I wonder does she remember the blunder on that dunder day
When she was just a kid at play on that summery May?
She, a bike rider, brother pedaling beside her, parents far behind their gravel wake
While I funned on foot forward, traveling toward her, through a ‘scape of tree and lake.
You flopped off cycle onto Anglo dirt, brother-abandoned to get some help for your hurt,
As stranger from the land of Yankee Doodle I came, backpack-bouncing to a yelp and desert.
I spun a tale about my intervention to attach reason to your scrape and plight:
“I come from a faraway place of a mitten shape to grasp and seize your fright.”
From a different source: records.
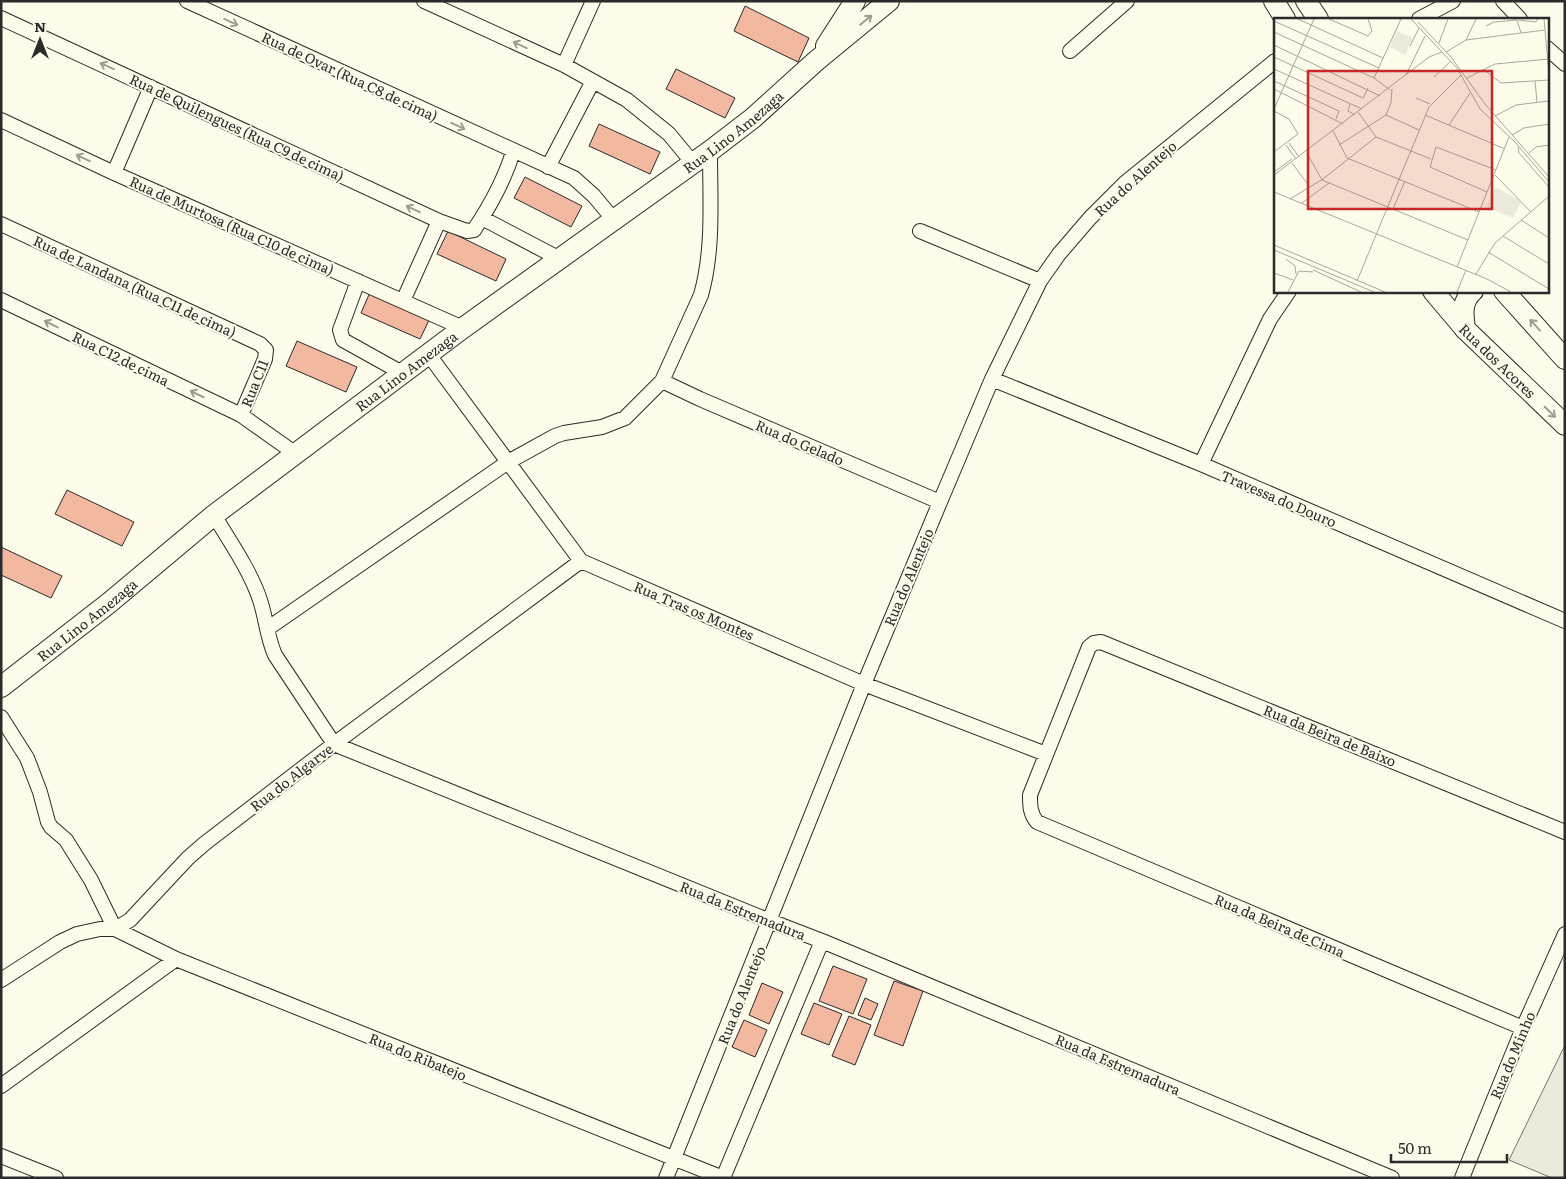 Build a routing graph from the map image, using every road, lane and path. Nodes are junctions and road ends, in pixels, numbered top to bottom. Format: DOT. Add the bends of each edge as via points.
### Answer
graph roads {
  1 [pos="187,1"];
  2 [pos="424,1"];
  3 [pos="593,1"];
  4 [pos="854,1"];
  5 [pos="889,1"];
  6 [pos="1127,1"];
  7 [pos="1274,1"];
  8 [pos="1306,1"];
  9 [pos="1453,1"];
  10 [pos="1503,1"];
  11 [pos="1,18"];
  12 [pos="1284,18"];
  13 [pos="1317,18"];
  14 [pos="1421,18"];
  15 [pos="1519,18"];
  16 [pos="1548,49"];
  17 [pos="1070,51"];
  18 [pos="816,61"];
  19 [pos="1274,62"];
  20 [pos="1565,64"];
  21 [pos="564,65"];
  22 [pos="593,81"];
  23 [pos="151,86"];
  24 [pos="1,120"];
  25 [pos="710,151"];
  26 [pos="513,152"];
  27 [pos="693,163"];
  28 [pos="548,167"];
  29 [pos="114,172"];
  30 [pos="482,218"];
  31 [pos="614,220"];
  32 [pos="439,221"];
  33 [pos="1,224"];
  34 [pos="920,231"];
  35 [pos="560,259"];
  36 [pos="358,281"];
  37 [pos="1040,281"];
  38 [pos="1288,292"];
  39 [pos="1435,292"];
  40 [pos="1472,292"];
  41 [pos="1505,292"];
  42 [pos="1,300"];
  43 [pos="402,301"];
  44 [pos="463,328"];
  45 [pos="1464,329"];
  46 [pos="266,350"];
  47 [pos="429,355"];
  48 [pos="1565,359"];
  49 [pos="404,374"];
  50 [pos="992,379"];
  51 [pos="662,381"];
  52 [pos="241,415"];
  53 [pos="1565,425"];
  54 [pos="296,454"];
  55 [pos="508,462"];
  56 [pos="1201,464"];
  57 [pos="940,502"];
  58 [pos="214,515"];
  59 [pos="581,561"];
  60 [pos="1565,620"];
  61 [pos="267,629"];
  62 [pos="864,684"];
  63 [pos="1,687"];
  64 [pos="1,717"];
  65 [pos="334,744"];
  66 [pos="1046,754"];
  67 [pos="1565,832"];
  68 [pos="770,921"];
  69 [pos="115,929"];
  70 [pos="1565,934"];
  71 [pos="822,941"];
  72 [pos="176,960"];
  73 [pos="2,976"];
  74 [pos="1523,1028"];
  75 [pos="1,1086"];
  76 [pos="1,1156"];
  77 [pos="674,1159"];
  78 [pos="56,1178"];
  79 [pos="666,1178"];
  80 [pos="723,1178"];
  81 [pos="1392,1178"];
  82 [pos="1462,1178"];
  1 -- 26 [label="street, Rua de Ovar (Rua C8 de cima), one-way"];
  21 -- 2 [label="street, one-way"];
  3 -- 21 [label="street"];
  4 -- 18 [label="street, Rua Lino Amezaga"];
  18 -- 5 [label="street, Rua Lino Amezaga, one-way"];
  6 -- 17 [label="street"];
  7 -- 12 [label="street"];
  8 -- 13 [label="street"];
  9 -- 14 [label="street"];
  10 -- 15 [label="street"];
  23 -- 11 [label="street, Rua de Quilengues (Rua C9 de cima), one-way"];
  16 -- 20 [label="street"];
  18 -- 25 [label="street, Rua Lino Amezaga" via="753,118"];
  19 -- 37 [label="street, Rua do Alentejo" via="1125,183 1090,218"];
  21 -- 22 [label="street"];
  22 -- 27 [label="street" via="650,117"];
  22 -- 28 [label="street"];
  23 -- 29 [label="street"];
  32 -- 23 [label="street, Rua de Quilengues (Rua C9 de cima), one-way"];
  29 -- 24 [label="street, Rua de Murtosa (Rua C10 de cima), one-way"];
  25 -- 27 [label="street, Rua Lino Amezaga"];
  25 -- 51 [label="street" via="706,280"];
  26 -- 28 [label="street, Rua de Ovar (Rua C8 de cima)"];
  26 -- 30 [label="street"];
  27 -- 31 [label="street, Rua Lino Amezaga"];
  28 -- 31 [label="street, Rua de Ovar (Rua C8 de cima)" via="574,178"];
  29 -- 36 [label="street, Rua de Murtosa (Rua C10 de cima)"];
  30 -- 32 [label="street, Rua de Quilengues (Rua C9 de cima)" via="474,230 467,231"];
  30 -- 35 [label="street"];
  31 -- 35 [label="street, Rua Lino Amezaga"];
  32 -- 43 [label="street"];
  33 -- 46 [label="street, Rua de Landana (Rua C11 de cima)" via="260,344"];
  34 -- 37 [label="street"];
  35 -- 44 [label="street, Rua Lino Amezaga"];
  36 -- 43 [label="street, Rua de Murtosa (Rua C10 de cima)"];
  36 -- 49 [label="street" via="340,330 343,340"];
  37 -- 50 [label="street, Rua do Alentejo"];
  38 -- 56 [label="street" via="1270,318"];
  39 -- 45 [label="street, Rua dos Acores"];
  40 -- 45 [label="street" via="1462,308"];
  48 -- 41 [label="street, one-way"];
  52 -- 42 [label="street, Rua C12 de cima, one-way"];
  43 -- 44 [label="street, Rua de Murtosa (Rua C10 de cima)"];
  44 -- 47 [label="street, Rua Lino Amezaga"];
  45 -- 53 [label="street, Rua dos Acores, one-way"];
  46 -- 52 [label="street, Rua C11"];
  47 -- 49 [label="street, Rua Lino Amezaga"];
  47 -- 55 [label="street"];
  49 -- 54 [label="street, Rua Lino Amezaga"];
  50 -- 56 [label="street, Travessa do Douro"];
  50 -- 57 [label="street, Rua do Alentejo"];
  51 -- 55 [label="street" via="619,421 555,436"];
  51 -- 57 [label="street, Rua do Gelado"];
  52 -- 54 [label="street, Rua C12 de cima"];
  54 -- 58 [label="street, Rua Lino Amezaga"];
  55 -- 59 [label="street"];
  55 -- 61 [label="street"];
  56 -- 60 [label="street, Travessa do Douro"];
  57 -- 62 [label="street, Rua do Alentejo"];
  58 -- 61 [label="street" via="253,584"];
  58 -- 63 [label="street, Rua Lino Amezaga"];
  59 -- 62 [label="street, Rua Tras os Montes"];
  59 -- 65 [label="street, Rua do Algarve"];
  61 -- 65 [label="street" via="275,655"];
  62 -- 66 [label="street, Rua Tras os Montes"];
  62 -- 68 [label="street, Rua do Alentejo"];
  64 -- 69 [label="street" via="27,758 48,822 66,840 91,880"];
  65 -- 68 [label="street, Rua da Estremadura"];
  65 -- 69 [label="street, Rua do Algarve" via="188,858 136,914"];
  66 -- 67 [label="street, Rua da Beira de Baixo" via="1089,647 1102,642"];
  66 -- 74 [label="street, Rua da Beira de Cima" via="1030,795 1030,811 1037,822"];
  68 -- 71 [label="street, Rua da Estremadura"];
  68 -- 77 [label="street, Rua do Alentejo"];
  69 -- 72 [label="street, Rua do Ribatejo"];
  69 -- 73 [label="street" via="78,934"];
  70 -- 74 [label="street, Rua do Minho"];
  71 -- 80 [label="street"];
  71 -- 81 [label="street, Rua da Estremadura"];
  72 -- 75 [label="street"];
  72 -- 77 [label="street, Rua do Ribatejo"];
  74 -- 82 [label="street, Rua do Minho"];
  76 -- 78 [label="street"];
  77 -- 79 [label="street, Rua do Alentejo"];
  77 -- 80 [label="street, Rua do Ribatejo"];
}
Using water and bandages to clean and cover your cuts as you sat stunned, alone,
I presently ponder do you consider me asunder from your past as a person, or mere scenery that day of sun and stone?
Fascinating a recall of something so small has wisdom of an owl and the weight of a hippopotamus,
Making me wish so many times I could read you on this page—a name signed, not anonymous.
A poet hikes and hunts in a sea of memories, rarely to recapture even one safe and grown.
Many get missed or tangled in nets of haste and zeal, rendering them dead words and bone.
So much older now, my pack’s in my head and off my shoulders, carrying this swimming swirl I pray you hear:
“Sweet girl, nothing’s better to a bard than a thought that’s twice caught from the ocean with poetry, not spear.”